* Your task: Give all of the data below again exactly, and drop the images.

* Data in this exercise:
=== Begin Enclosure ===

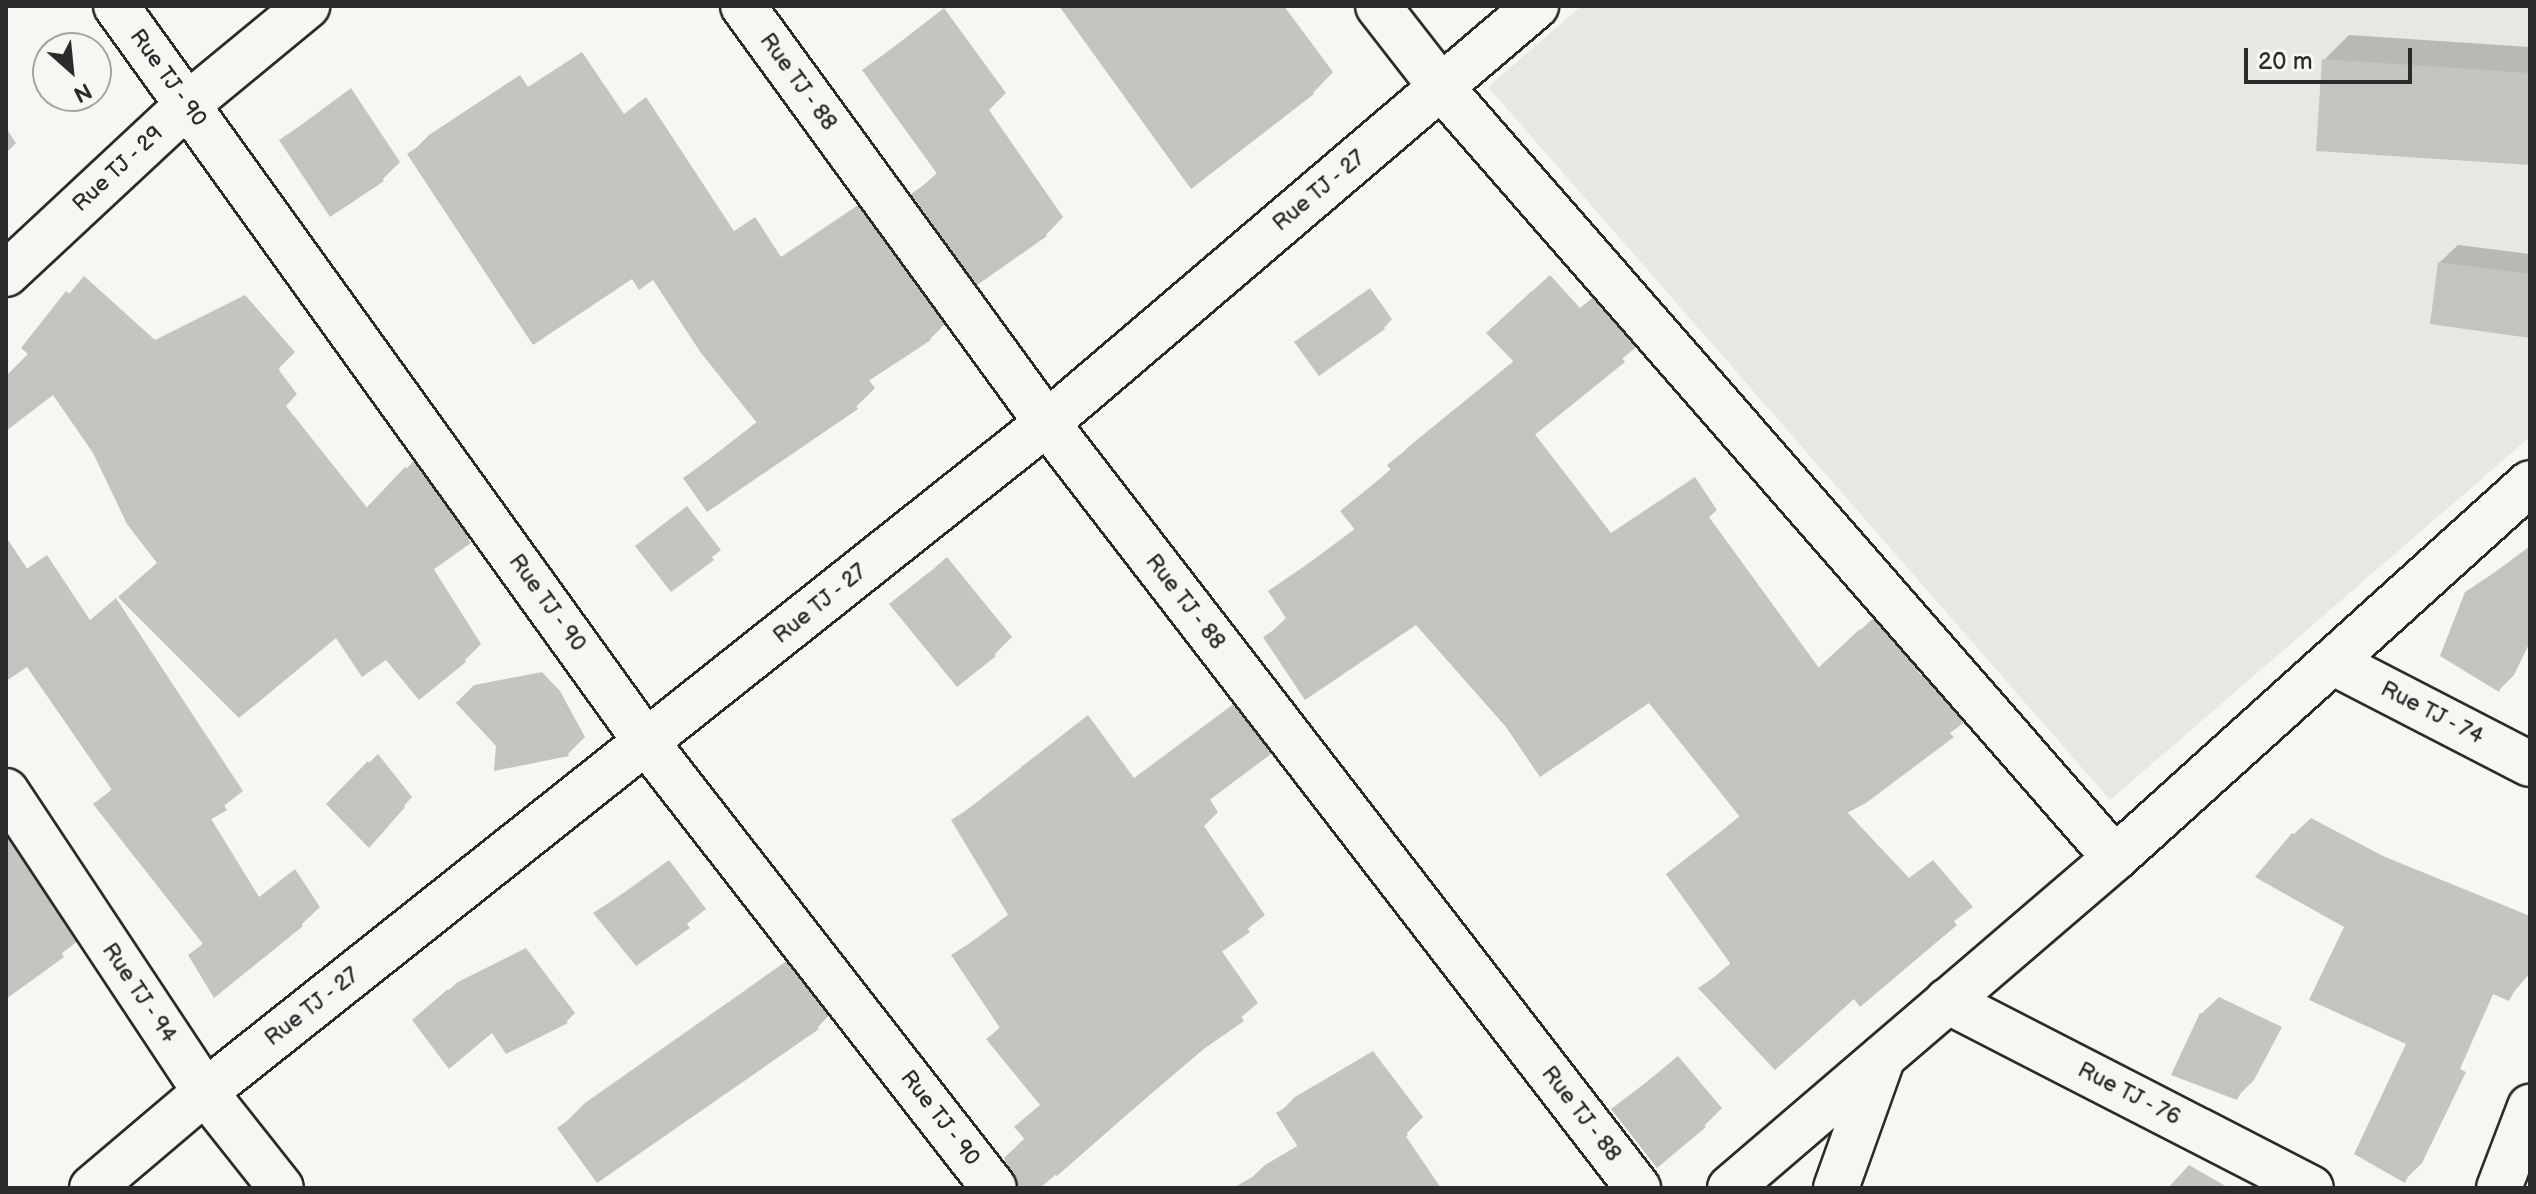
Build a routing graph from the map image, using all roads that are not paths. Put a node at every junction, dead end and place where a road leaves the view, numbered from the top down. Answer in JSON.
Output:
{"nodes":[{"id":1,"x":116,"y":6,"type":"edge"},
{"id":2,"x":307,"y":6,"type":"edge"},
{"id":3,"x":743,"y":6,"type":"edge"},
{"id":4,"x":1378,"y":6,"type":"edge"},
{"id":5,"x":1536,"y":6,"type":"edge"},
{"id":6,"x":1441,"y":87,"type":"junction"},
{"id":7,"x":187,"y":105,"type":"junction"},
{"id":8,"x":6,"y":274,"type":"edge"},
{"id":9,"x":1047,"y":423,"type":"junction"},
{"id":10,"x":2530,"y":483,"type":"edge"},
{"id":11,"x":2334,"y":663,"type":"junction"},
{"id":12,"x":647,"y":743,"type":"junction"},
{"id":13,"x":2530,"y":764,"type":"edge"},
{"id":14,"x":6,"y":791,"type":"edge"},
{"id":15,"x":2115,"y":858,"type":"junction"},
{"id":16,"x":1947,"y":1001,"type":"junction"},
{"id":17,"x":1884,"y":1055,"type":"junction"},
{"id":18,"x":205,"y":1092,"type":"junction"},
{"id":19,"x":2530,"y":1107,"type":"edge"},
{"id":20,"x":92,"y":1188,"type":"edge"},
{"id":21,"x":281,"y":1188,"type":"edge"},
{"id":22,"x":994,"y":1188,"type":"edge"},
{"id":23,"x":1638,"y":1188,"type":"edge"},
{"id":24,"x":1730,"y":1188,"type":"edge"},
{"id":25,"x":1836,"y":1188,"type":"edge"},
{"id":26,"x":2311,"y":1188,"type":"edge"},
{"id":27,"x":2499,"y":1188,"type":"edge"}],
"edges":[{"from":1,"to":7,"type":"street","name":"Rue TJ - 90"},
{"from":2,"to":7,"type":"street","name":"Rue TJ - 29"},
{"from":3,"to":9,"type":"street","name":"Rue TJ - 88"},
{"from":4,"to":6,"type":"street"},
{"from":5,"to":6,"type":"street","name":"Rue TJ - 27"},
{"from":6,"to":9,"type":"street","name":"Rue TJ - 27"},
{"from":6,"to":15,"type":"street"},
{"from":7,"to":8,"type":"street","name":"Rue TJ - 29"},
{"from":7,"to":12,"type":"street","name":"Rue TJ - 90"},
{"from":9,"to":12,"type":"street","name":"Rue TJ - 27"},
{"from":9,"to":23,"type":"street","name":"Rue TJ - 88"},
{"from":10,"to":11,"type":"street"},
{"from":11,"to":13,"type":"street","name":"Rue TJ - 74"},
{"from":11,"to":15,"type":"street"},
{"from":12,"to":18,"type":"street","name":"Rue TJ - 27"},
{"from":12,"to":22,"type":"street","name":"Rue TJ - 90"},
{"from":14,"to":18,"type":"street","name":"Rue TJ - 94"},
{"from":15,"to":16,"type":"street"},
{"from":16,"to":17,"type":"street"},
{"from":16,"to":26,"type":"street","name":"Rue TJ - 76"},
{"from":17,"to":24,"type":"street"},
{"from":17,"to":25,"type":"street"},
{"from":18,"to":20,"type":"street","name":"Rue TJ - 27"},
{"from":18,"to":21,"type":"street","name":"Rue TJ - 94"},
{"from":19,"to":27,"type":"street"}]}
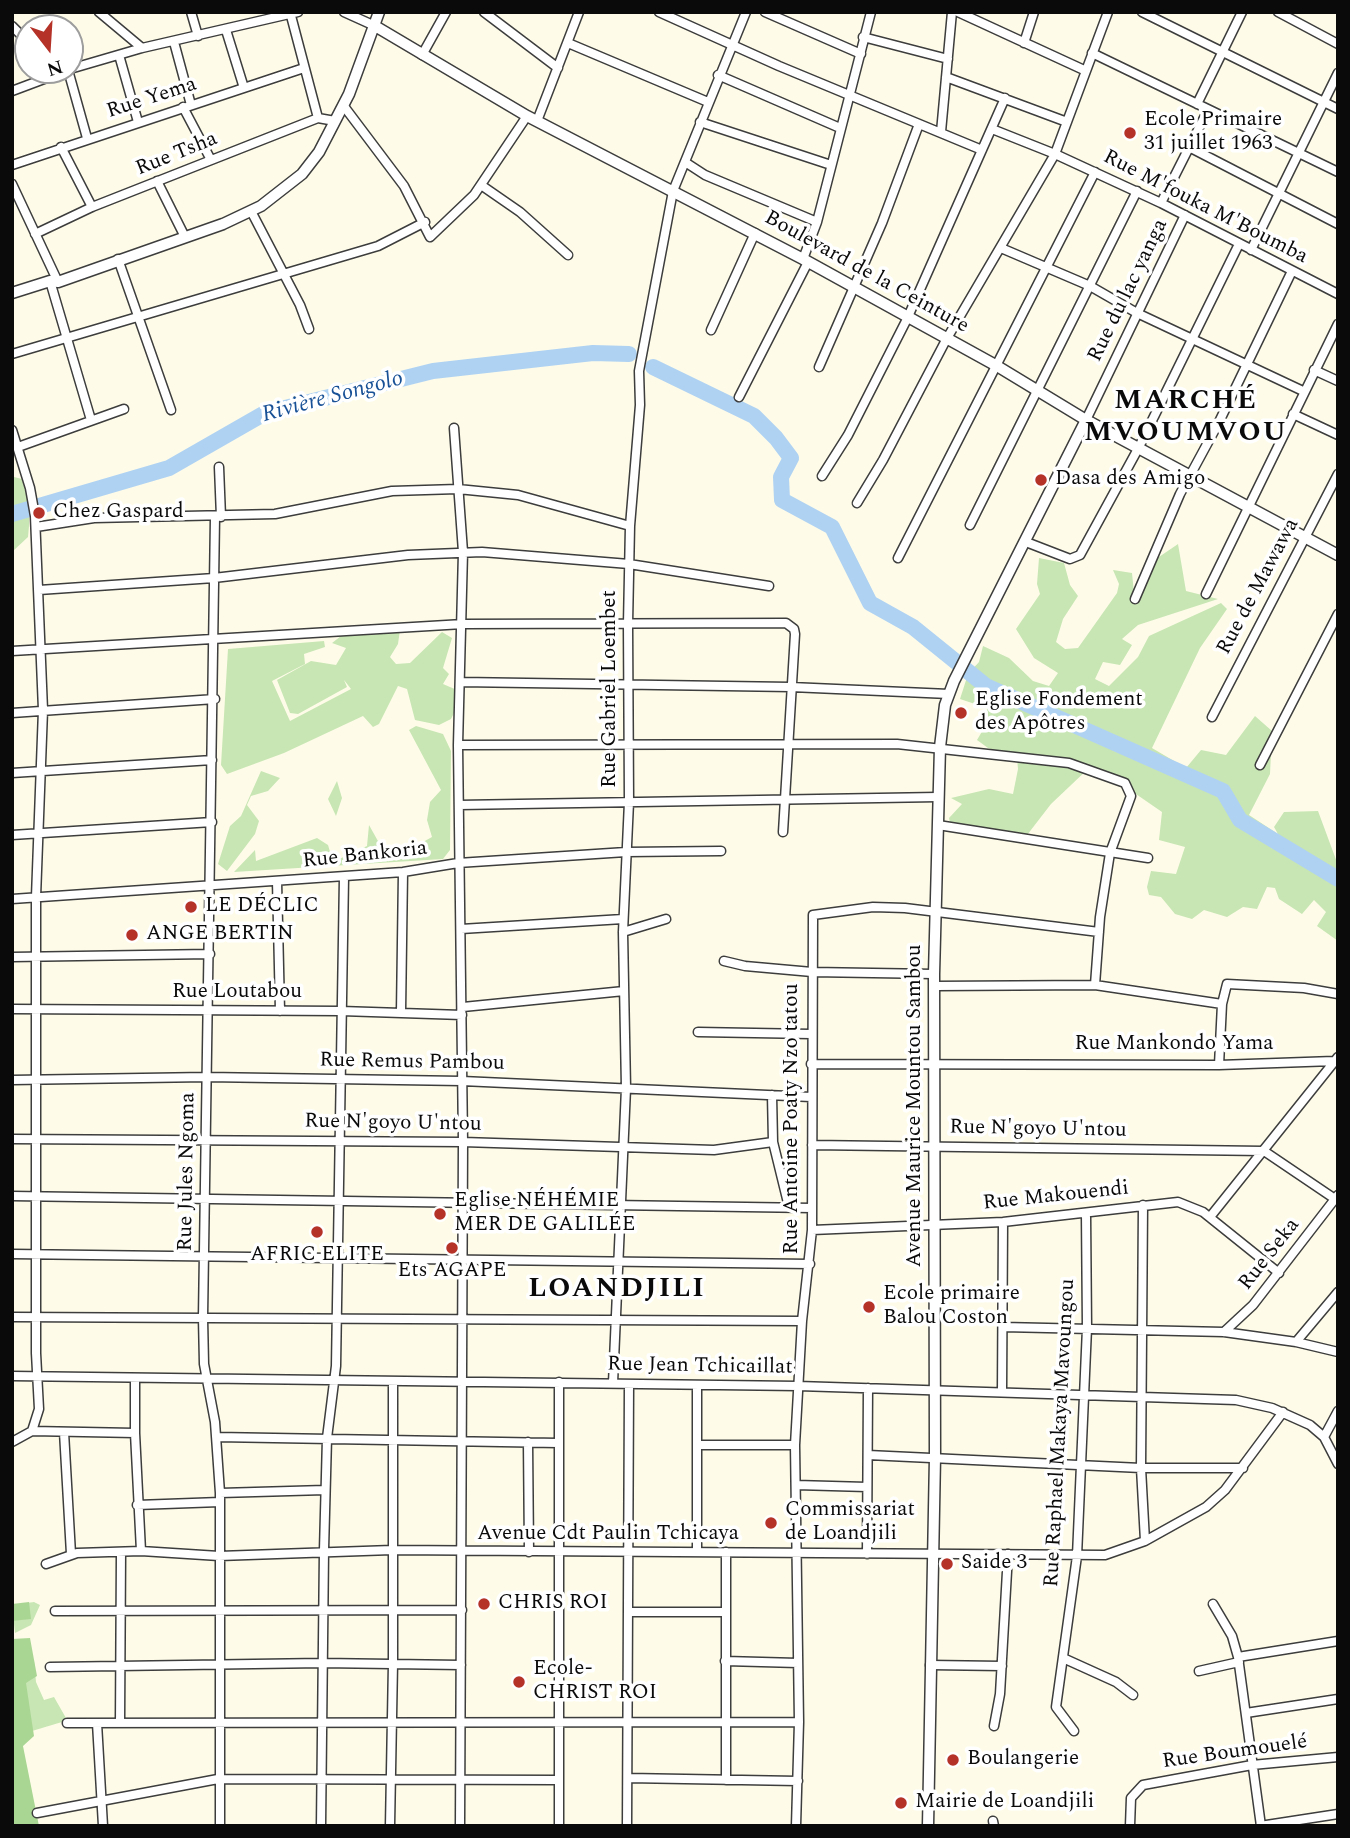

=== End Enclosure ===

* Written response:
Build a routing graph from the map image, using all roads that are not paths. Put a node at every junction, dead end and place where a road leaves the view, numbered from the top down. Answer in JSON.
Output:
{"nodes":[{"id":1,"x":116,"y":6,"type":"edge"},
{"id":2,"x":307,"y":6,"type":"edge"},
{"id":3,"x":743,"y":6,"type":"edge"},
{"id":4,"x":1378,"y":6,"type":"edge"},
{"id":5,"x":1536,"y":6,"type":"edge"},
{"id":6,"x":1441,"y":87,"type":"junction"},
{"id":7,"x":187,"y":105,"type":"junction"},
{"id":8,"x":6,"y":274,"type":"edge"},
{"id":9,"x":1047,"y":423,"type":"junction"},
{"id":10,"x":2530,"y":483,"type":"edge"},
{"id":11,"x":2334,"y":663,"type":"junction"},
{"id":12,"x":647,"y":743,"type":"junction"},
{"id":13,"x":2530,"y":764,"type":"edge"},
{"id":14,"x":6,"y":791,"type":"edge"},
{"id":15,"x":2115,"y":858,"type":"junction"},
{"id":16,"x":1947,"y":1001,"type":"junction"},
{"id":17,"x":1884,"y":1055,"type":"junction"},
{"id":18,"x":205,"y":1092,"type":"junction"},
{"id":19,"x":2530,"y":1107,"type":"edge"},
{"id":20,"x":92,"y":1188,"type":"edge"},
{"id":21,"x":281,"y":1188,"type":"edge"},
{"id":22,"x":994,"y":1188,"type":"edge"},
{"id":23,"x":1638,"y":1188,"type":"edge"},
{"id":24,"x":1730,"y":1188,"type":"edge"},
{"id":25,"x":1836,"y":1188,"type":"edge"},
{"id":26,"x":2311,"y":1188,"type":"edge"},
{"id":27,"x":2499,"y":1188,"type":"edge"}],
"edges":[{"from":1,"to":7,"type":"street","name":"Rue TJ - 90"},
{"from":2,"to":7,"type":"street","name":"Rue TJ - 29"},
{"from":3,"to":9,"type":"street","name":"Rue TJ - 88"},
{"from":4,"to":6,"type":"street"},
{"from":5,"to":6,"type":"street","name":"Rue TJ - 27"},
{"from":6,"to":9,"type":"street","name":"Rue TJ - 27"},
{"from":6,"to":15,"type":"street"},
{"from":7,"to":8,"type":"street","name":"Rue TJ - 29"},
{"from":7,"to":12,"type":"street","name":"Rue TJ - 90"},
{"from":9,"to":12,"type":"street","name":"Rue TJ - 27"},
{"from":9,"to":23,"type":"street","name":"Rue TJ - 88"},
{"from":10,"to":11,"type":"street"},
{"from":11,"to":13,"type":"street","name":"Rue TJ - 74"},
{"from":11,"to":15,"type":"street"},
{"from":12,"to":18,"type":"street","name":"Rue TJ - 27"},
{"from":12,"to":22,"type":"street","name":"Rue TJ - 90"},
{"from":14,"to":18,"type":"street","name":"Rue TJ - 94"},
{"from":15,"to":16,"type":"street"},
{"from":16,"to":17,"type":"street"},
{"from":16,"to":26,"type":"street","name":"Rue TJ - 76"},
{"from":17,"to":24,"type":"street"},
{"from":17,"to":25,"type":"street"},
{"from":18,"to":20,"type":"street","name":"Rue TJ - 27"},
{"from":18,"to":21,"type":"street","name":"Rue TJ - 94"},
{"from":19,"to":27,"type":"street"}]}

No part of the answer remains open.